CD27 expression patterns on human developing B cells in fetal and adult tissues (111.27)

Abstract

Abstract CD27 is an accepted marker for memory B cells in humans. However, CD27 expression was recently demonstrated on substantial populations of human B cells in cord blood and fetal liver (FL), tissues that contain few if any memory B lymphocytes. In addition, CD27 expression was recently proposed to identify natural B cells, the human counterpart of murine B-1 B cells. These observations led us to explore the characteristics of human, CD27+ B cells, and particularly developing B cells.

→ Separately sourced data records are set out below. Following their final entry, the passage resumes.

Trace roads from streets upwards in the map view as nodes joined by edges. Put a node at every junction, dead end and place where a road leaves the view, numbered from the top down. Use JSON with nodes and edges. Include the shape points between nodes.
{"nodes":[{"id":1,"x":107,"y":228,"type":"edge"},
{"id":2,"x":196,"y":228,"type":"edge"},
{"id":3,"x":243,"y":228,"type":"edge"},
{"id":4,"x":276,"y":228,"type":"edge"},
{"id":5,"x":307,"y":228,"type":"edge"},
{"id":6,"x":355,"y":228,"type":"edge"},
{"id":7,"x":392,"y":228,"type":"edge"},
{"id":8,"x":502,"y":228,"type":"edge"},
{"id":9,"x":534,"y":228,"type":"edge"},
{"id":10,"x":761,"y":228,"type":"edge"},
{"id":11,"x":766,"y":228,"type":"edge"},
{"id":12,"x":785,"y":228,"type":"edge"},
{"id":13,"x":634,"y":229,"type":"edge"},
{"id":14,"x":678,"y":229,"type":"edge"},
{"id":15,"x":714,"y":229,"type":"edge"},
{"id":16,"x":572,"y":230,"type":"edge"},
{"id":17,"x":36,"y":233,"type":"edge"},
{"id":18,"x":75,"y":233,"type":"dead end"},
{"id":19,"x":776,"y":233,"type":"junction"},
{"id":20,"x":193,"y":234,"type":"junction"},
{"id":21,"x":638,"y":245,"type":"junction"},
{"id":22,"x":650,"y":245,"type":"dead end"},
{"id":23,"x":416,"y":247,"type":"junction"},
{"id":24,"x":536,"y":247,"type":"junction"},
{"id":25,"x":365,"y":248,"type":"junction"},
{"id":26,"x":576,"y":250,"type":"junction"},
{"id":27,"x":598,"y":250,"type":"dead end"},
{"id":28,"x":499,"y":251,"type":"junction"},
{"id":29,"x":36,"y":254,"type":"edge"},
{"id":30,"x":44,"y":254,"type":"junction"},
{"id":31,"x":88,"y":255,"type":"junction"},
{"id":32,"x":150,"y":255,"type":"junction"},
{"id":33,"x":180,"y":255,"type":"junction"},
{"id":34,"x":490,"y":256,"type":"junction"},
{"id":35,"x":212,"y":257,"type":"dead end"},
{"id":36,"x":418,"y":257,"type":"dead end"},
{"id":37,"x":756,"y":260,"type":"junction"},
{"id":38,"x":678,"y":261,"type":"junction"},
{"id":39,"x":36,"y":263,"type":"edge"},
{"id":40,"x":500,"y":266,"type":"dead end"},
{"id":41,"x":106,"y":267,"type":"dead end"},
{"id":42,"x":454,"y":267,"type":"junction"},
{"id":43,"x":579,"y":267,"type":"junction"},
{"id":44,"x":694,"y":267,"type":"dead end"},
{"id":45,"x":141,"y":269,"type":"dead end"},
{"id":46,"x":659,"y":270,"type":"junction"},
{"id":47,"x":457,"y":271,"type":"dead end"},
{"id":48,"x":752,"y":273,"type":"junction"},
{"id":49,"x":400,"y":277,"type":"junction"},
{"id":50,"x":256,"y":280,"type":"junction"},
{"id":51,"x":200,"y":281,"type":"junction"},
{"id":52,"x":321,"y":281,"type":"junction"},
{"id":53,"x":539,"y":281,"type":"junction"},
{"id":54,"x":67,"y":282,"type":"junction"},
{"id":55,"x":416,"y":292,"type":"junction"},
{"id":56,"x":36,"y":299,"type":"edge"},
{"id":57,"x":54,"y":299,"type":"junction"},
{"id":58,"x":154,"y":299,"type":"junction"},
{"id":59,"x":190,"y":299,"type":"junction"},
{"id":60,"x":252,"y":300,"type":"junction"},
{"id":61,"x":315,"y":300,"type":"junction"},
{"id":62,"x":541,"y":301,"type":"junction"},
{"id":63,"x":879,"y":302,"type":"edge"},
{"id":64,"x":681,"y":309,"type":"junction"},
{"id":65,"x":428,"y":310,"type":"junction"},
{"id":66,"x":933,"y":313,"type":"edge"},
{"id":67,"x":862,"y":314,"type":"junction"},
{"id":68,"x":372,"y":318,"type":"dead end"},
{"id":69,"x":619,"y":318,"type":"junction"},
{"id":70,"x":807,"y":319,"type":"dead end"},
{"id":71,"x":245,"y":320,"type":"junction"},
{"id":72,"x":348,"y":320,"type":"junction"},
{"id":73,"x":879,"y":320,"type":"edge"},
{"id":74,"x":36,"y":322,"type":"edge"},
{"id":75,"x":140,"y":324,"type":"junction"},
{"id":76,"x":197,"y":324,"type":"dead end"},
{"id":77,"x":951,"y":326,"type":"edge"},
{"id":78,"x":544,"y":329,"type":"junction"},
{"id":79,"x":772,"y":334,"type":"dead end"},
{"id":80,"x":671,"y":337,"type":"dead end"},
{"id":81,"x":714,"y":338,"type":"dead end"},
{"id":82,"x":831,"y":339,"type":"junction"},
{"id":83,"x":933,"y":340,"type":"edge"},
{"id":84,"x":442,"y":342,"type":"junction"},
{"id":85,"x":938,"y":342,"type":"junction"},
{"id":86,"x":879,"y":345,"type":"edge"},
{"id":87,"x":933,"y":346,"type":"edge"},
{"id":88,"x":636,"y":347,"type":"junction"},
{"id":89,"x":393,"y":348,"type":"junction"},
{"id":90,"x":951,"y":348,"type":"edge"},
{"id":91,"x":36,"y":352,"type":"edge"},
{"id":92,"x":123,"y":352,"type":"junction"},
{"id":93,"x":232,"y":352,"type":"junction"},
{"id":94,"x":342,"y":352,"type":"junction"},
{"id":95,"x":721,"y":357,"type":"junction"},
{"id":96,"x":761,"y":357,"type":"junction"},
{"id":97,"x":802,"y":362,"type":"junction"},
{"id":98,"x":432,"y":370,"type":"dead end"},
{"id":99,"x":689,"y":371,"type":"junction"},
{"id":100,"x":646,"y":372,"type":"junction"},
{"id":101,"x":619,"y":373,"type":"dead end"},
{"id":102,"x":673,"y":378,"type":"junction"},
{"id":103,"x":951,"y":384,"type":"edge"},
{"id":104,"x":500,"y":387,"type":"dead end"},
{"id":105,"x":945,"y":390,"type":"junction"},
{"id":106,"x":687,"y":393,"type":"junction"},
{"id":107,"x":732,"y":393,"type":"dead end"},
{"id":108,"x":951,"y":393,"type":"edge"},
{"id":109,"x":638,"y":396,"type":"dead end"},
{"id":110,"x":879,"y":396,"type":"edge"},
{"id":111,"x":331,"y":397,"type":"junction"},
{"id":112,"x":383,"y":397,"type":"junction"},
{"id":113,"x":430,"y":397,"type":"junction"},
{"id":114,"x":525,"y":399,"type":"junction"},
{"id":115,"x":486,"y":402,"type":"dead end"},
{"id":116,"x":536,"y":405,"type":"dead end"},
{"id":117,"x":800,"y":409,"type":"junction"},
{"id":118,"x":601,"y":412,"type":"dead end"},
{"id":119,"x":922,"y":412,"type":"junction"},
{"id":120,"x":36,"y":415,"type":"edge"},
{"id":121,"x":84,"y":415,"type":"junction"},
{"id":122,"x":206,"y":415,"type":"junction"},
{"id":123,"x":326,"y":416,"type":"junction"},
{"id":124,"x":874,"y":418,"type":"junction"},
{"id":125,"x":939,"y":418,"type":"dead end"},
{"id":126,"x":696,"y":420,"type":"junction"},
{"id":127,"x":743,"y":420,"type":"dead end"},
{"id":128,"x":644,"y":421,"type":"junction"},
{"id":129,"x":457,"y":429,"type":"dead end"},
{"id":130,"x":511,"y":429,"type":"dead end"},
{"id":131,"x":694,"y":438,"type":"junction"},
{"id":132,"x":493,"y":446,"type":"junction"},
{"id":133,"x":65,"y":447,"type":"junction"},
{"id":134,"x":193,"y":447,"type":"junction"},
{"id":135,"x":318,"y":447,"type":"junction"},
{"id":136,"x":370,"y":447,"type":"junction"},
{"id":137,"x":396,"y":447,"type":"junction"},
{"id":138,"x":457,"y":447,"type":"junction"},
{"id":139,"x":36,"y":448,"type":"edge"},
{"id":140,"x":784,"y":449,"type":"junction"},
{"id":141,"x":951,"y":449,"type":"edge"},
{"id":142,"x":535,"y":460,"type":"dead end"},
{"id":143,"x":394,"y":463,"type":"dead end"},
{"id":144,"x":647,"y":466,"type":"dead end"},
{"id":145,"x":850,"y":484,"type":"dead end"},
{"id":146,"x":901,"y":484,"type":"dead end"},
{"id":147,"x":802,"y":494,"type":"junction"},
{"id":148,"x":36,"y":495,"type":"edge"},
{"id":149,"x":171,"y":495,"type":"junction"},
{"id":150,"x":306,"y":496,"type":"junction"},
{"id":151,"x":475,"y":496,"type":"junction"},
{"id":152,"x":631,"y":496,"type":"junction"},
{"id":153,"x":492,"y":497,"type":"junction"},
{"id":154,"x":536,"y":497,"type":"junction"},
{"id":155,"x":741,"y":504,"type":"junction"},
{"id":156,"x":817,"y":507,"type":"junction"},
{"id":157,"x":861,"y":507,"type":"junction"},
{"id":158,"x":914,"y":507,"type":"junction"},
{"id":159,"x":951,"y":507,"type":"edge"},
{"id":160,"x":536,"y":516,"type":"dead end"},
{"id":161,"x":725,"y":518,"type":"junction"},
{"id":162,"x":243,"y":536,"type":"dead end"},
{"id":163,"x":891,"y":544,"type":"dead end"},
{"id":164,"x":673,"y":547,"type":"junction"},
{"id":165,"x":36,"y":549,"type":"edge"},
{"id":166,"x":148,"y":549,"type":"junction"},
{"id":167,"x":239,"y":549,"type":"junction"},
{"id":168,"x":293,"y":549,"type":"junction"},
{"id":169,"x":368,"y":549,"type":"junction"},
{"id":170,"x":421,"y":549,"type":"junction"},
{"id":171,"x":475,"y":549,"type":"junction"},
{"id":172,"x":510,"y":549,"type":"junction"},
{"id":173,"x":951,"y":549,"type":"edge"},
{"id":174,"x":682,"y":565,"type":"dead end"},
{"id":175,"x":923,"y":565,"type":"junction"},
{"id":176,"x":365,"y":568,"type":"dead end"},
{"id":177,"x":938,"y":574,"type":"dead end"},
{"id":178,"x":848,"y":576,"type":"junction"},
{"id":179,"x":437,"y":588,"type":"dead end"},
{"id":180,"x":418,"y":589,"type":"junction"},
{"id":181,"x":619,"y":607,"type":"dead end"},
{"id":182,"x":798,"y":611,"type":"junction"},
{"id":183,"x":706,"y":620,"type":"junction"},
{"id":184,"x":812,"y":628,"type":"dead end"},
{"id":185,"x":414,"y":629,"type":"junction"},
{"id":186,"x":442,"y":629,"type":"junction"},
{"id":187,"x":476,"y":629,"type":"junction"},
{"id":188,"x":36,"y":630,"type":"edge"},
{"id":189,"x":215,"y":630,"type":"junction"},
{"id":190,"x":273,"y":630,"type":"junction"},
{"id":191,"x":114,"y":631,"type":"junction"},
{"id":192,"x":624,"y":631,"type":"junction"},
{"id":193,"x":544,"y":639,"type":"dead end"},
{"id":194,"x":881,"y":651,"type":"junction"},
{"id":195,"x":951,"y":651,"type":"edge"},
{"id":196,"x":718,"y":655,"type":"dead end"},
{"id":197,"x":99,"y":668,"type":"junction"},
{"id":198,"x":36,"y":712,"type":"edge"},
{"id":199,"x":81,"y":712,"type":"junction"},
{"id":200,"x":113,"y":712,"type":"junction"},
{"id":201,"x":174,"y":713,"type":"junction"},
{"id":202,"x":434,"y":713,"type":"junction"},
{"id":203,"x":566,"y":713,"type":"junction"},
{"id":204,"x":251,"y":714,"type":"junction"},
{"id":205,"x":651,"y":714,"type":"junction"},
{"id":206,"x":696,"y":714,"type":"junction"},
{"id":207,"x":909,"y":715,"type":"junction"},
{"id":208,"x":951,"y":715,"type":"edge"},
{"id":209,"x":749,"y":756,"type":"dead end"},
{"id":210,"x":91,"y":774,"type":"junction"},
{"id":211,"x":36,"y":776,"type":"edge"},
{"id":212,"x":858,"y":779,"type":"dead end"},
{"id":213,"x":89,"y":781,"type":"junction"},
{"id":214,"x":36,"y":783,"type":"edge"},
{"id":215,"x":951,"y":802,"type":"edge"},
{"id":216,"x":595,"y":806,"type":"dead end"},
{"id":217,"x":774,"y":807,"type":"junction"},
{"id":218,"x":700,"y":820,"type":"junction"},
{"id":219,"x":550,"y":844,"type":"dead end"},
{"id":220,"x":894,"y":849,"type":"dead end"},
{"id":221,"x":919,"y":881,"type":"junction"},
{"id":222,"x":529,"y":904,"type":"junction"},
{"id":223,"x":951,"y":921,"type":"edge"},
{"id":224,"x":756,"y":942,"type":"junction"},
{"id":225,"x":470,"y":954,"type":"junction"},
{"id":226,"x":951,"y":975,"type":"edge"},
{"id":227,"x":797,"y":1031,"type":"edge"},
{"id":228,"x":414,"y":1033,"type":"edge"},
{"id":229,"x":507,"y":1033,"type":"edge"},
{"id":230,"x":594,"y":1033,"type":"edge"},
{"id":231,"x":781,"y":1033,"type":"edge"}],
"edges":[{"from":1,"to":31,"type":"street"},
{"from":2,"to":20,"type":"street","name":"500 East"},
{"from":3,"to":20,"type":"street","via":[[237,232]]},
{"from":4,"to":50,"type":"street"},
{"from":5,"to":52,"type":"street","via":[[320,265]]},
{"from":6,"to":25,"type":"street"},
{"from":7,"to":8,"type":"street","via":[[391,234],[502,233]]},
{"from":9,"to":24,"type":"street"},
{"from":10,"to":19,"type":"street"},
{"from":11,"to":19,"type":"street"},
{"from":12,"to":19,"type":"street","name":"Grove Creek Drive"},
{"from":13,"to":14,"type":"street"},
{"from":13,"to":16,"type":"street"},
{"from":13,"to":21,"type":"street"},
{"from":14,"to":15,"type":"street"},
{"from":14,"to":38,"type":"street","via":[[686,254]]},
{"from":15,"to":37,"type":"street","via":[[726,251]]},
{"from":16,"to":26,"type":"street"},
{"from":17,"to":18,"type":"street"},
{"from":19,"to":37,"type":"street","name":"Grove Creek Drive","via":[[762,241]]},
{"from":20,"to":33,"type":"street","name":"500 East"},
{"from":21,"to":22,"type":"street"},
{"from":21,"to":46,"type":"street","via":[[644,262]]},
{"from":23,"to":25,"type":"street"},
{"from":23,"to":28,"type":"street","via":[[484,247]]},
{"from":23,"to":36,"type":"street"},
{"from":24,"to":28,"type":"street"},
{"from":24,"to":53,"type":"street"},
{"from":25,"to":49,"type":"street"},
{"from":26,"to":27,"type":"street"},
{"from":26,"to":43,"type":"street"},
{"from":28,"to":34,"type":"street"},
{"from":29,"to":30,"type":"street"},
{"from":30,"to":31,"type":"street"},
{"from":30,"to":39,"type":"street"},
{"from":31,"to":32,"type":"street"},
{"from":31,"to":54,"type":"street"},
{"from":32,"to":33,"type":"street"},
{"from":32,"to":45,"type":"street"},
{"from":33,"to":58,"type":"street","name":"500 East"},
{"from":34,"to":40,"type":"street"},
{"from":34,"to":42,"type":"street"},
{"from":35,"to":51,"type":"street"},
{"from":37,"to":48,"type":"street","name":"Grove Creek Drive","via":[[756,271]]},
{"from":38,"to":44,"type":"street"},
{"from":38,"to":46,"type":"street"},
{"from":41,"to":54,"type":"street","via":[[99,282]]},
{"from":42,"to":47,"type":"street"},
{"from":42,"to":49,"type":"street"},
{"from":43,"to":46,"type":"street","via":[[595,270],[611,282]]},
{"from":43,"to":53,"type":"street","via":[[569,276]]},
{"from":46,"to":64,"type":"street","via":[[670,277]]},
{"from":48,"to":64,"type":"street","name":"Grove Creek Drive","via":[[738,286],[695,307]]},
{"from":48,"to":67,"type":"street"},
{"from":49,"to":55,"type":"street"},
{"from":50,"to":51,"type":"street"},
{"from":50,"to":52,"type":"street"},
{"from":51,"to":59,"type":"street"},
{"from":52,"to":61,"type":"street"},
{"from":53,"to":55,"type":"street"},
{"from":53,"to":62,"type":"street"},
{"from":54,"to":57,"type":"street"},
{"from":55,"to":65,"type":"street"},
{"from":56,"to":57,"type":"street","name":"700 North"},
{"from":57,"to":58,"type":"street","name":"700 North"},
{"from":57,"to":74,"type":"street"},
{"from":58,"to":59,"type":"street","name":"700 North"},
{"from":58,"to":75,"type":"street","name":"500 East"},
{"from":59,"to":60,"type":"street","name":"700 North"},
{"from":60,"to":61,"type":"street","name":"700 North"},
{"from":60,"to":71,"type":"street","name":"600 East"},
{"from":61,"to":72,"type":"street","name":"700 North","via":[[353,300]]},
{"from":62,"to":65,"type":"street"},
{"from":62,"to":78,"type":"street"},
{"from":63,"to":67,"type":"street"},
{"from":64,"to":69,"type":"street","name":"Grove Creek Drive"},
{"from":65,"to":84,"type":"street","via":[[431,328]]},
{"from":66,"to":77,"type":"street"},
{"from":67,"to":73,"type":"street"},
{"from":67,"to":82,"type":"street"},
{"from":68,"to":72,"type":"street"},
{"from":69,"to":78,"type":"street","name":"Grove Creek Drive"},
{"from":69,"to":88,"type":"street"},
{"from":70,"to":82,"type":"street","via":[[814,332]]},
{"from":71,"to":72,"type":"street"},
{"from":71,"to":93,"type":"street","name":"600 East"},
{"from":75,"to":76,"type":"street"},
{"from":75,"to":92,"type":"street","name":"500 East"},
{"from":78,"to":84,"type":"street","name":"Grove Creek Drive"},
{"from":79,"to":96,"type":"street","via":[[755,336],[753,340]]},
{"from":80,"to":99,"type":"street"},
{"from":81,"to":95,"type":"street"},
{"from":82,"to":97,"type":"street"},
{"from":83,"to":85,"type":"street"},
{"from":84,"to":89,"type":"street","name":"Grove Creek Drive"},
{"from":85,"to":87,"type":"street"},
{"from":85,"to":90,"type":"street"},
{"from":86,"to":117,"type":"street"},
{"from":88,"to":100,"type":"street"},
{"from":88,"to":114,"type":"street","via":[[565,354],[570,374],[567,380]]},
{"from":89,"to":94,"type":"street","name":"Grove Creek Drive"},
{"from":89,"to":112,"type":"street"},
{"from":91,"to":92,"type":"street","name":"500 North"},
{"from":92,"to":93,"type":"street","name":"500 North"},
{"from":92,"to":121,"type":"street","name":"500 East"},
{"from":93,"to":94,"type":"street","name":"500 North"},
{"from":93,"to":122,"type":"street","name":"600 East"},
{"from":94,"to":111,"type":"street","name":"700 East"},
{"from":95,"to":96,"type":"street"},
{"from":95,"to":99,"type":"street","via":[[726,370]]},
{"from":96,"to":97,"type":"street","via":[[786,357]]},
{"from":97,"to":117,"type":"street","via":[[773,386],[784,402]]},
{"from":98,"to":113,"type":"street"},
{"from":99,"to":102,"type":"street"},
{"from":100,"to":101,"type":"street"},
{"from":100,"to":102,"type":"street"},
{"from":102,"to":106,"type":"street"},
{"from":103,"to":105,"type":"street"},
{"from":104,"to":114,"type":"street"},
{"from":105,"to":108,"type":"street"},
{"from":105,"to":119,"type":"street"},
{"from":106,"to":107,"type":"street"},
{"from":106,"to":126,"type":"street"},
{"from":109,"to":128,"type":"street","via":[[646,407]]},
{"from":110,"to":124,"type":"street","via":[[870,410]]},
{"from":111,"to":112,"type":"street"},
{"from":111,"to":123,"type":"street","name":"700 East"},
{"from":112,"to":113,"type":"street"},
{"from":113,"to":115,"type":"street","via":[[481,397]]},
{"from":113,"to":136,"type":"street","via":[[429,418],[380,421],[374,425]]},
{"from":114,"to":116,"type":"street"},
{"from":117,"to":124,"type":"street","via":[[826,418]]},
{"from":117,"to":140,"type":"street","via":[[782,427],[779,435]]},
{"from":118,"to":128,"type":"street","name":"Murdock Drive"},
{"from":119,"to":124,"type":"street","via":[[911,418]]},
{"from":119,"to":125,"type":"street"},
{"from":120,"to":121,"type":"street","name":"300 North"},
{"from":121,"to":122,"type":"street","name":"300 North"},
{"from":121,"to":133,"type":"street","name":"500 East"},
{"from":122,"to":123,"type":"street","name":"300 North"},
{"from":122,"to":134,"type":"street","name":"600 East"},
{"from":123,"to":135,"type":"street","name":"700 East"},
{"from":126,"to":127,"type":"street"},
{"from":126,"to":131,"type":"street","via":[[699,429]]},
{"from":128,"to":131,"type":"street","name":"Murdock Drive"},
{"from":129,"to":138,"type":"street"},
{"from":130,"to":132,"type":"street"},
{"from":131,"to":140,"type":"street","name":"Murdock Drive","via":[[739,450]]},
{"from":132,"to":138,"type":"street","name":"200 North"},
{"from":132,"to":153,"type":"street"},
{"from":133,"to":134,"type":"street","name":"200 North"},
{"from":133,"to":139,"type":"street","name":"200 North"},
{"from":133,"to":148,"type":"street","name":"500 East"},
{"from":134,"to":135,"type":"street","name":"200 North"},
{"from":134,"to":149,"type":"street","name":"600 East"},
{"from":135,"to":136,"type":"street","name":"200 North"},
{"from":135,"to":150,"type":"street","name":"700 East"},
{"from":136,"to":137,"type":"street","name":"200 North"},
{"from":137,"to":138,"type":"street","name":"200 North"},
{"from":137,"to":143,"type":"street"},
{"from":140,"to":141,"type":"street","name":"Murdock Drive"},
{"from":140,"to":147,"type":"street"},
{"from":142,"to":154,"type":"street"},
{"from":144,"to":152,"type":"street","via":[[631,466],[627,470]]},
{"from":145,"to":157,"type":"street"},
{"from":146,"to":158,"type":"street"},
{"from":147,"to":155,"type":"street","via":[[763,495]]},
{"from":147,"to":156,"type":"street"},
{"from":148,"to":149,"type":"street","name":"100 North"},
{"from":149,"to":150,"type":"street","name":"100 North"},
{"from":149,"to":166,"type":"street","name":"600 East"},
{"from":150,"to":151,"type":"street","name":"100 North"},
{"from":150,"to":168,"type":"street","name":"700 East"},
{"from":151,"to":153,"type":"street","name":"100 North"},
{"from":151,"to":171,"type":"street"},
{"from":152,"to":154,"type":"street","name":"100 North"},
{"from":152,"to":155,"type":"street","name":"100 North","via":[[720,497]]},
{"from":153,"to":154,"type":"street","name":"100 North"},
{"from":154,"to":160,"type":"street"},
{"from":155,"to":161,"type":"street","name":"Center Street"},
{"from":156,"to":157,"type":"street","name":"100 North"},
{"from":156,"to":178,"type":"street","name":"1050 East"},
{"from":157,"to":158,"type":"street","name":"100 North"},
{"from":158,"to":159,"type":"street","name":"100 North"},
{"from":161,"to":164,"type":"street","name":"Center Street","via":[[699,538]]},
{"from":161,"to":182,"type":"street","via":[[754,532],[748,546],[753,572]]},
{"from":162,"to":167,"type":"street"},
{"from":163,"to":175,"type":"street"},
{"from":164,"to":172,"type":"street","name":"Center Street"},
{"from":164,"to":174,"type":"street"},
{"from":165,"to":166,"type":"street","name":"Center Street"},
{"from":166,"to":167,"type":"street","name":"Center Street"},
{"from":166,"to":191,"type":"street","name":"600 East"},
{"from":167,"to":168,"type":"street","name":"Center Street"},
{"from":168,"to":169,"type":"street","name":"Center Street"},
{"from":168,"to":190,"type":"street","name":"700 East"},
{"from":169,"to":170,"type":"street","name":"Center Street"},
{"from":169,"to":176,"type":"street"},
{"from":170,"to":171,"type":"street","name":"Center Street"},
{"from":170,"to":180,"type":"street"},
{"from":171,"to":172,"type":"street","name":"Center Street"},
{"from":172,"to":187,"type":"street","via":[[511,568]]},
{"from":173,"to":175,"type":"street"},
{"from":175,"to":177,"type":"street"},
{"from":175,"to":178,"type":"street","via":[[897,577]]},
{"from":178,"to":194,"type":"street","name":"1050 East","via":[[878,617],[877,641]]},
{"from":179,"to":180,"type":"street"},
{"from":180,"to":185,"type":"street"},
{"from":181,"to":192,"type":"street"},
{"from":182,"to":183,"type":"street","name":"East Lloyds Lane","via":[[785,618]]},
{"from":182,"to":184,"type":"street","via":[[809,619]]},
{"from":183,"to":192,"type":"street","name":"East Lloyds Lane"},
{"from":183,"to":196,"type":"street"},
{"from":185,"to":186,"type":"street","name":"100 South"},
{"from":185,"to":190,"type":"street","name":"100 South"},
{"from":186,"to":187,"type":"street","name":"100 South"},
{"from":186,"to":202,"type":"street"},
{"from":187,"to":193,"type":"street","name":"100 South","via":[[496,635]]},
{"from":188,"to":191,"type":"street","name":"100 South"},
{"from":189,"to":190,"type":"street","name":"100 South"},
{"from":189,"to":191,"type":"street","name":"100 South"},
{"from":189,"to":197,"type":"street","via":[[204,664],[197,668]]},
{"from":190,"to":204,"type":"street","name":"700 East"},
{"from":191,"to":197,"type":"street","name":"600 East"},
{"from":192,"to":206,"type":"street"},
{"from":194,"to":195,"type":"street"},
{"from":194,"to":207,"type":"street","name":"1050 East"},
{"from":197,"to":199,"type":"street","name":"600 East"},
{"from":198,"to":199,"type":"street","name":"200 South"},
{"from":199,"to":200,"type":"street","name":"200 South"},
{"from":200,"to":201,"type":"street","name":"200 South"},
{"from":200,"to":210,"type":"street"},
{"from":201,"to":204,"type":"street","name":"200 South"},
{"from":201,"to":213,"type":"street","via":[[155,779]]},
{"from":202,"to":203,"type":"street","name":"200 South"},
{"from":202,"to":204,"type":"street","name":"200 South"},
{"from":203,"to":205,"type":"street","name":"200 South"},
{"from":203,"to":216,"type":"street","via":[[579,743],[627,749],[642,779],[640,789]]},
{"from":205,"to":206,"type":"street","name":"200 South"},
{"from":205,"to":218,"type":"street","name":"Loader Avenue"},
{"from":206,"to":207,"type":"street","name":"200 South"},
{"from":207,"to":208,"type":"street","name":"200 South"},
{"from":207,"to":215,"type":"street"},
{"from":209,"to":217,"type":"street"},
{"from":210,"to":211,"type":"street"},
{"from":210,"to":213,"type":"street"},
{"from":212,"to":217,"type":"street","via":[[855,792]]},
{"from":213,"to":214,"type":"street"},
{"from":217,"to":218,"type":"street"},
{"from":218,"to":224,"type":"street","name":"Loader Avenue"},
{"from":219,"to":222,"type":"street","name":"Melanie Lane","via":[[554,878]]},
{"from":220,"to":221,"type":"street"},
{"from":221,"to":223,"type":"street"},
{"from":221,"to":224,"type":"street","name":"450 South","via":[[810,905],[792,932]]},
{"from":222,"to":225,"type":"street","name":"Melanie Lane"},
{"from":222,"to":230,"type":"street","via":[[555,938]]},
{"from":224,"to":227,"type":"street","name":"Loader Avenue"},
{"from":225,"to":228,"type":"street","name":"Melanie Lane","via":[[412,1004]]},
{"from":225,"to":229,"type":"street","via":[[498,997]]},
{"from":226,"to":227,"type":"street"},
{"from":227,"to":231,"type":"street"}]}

Comparing B cells from FL, cord blood, and adult bone marrow (BM), we found CD27 expression as early as the pro-B cell stage. Moreover, the frequency of CD27+ pro-B cells was higher in FL than in BM. Expression of TdT, RAG1 and VpreB in CD27+ pro-B cells was similar to conventional, CD27- pro-B cells, confirming their identity as B-lineage progenitors. Developmentally immature CD27- and CD27+ B cells showed no significant differences in VH gene usage, VH mutation frequencies, or CDRH3 length, excluding the possibility of contamination by memory B cells. Interestingly, when placed in an in vitro culture system optimized to support the maturation of human fetal pro-B cells and murine B-1 B cells, CD27+ pro-B cells differentiated into IgM+ immature and transitional B cells significantly more efficiently than did autochthonous CD27- pro-B cells. In conclusion, we have demonstrated functional CD27+ pro-B cells in FL and BM that may identify a predominantly fetal, B-cell lineage in humans.